In un certo senso si spiega anche la mancanza di nome della protagonista nella sua opera più conosciuta, L’Amante, con tutto il carico di esotismo asincrono trasposto cinematograficamente in India Song. Sempre con qualche scabrosità, dalla penna che immaginiamo ghermita a mo’ d’artiglio, come la stessa Durantini pare suggerire: “La scrittura nasce dalle mani. Sono le mani che afferrano, fissano, prendono, scrivono e riscrivono. Duras riesce a portare avanti il gesto dello scrittore inaugurato da Colette: ‘Nessuno scrive come me. Nessun uomo’”.

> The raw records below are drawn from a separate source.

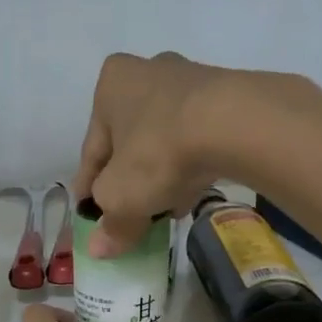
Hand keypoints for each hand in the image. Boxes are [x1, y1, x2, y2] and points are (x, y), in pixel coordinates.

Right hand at [75, 51, 321, 256]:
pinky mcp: (226, 98)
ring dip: (159, 175)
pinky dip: (189, 167)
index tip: (89, 214)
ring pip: (163, 141)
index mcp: (112, 85)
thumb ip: (110, 224)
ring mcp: (190, 81)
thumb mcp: (122, 198)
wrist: (234, 125)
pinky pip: (195, 140)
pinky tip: (190, 195)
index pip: (92, 150)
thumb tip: (100, 249)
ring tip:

E, se qualcosa Annie Ernaux ha attinto dall’opera di Duras, è il frammento irrinunciabile, il non volersi collocare in un genere definito; che non è fluidità ma multiformità, o meglio, “tracce geologiche femminili”. E si deve a lei, a uno dei suoi romanzi tradotti in Italia, L’evento appunto (L’événement, 2000), il titolo scelto da Durantini per il suo saggio. Di noi, insinua Ernaux, non resteranno che tracce, accenni e preludi, abbozzi, dubbi come uniche certezze di vita. Almeno, si spera. La forma-romanzo, legata a schemi ottocenteschi, si è via via sfarinata, a testimoniare l’allontanamento dal centro; qui il centro si è dissolto, e ad Ernaux non resta che la “scrittura piatta”, estremo passo verso un linguaggio – ci si passi il neologismo – “sromanzato”, tentativo di ricostruzione d’una lingua originaria, pre-babelica, pre-civile, che oggi possiamo recuperare solo attraverso la poetica delle cose; inermi, unidimensionali eppure piene. Uniche tracce per recuperare uno spiraglio d’innocenza.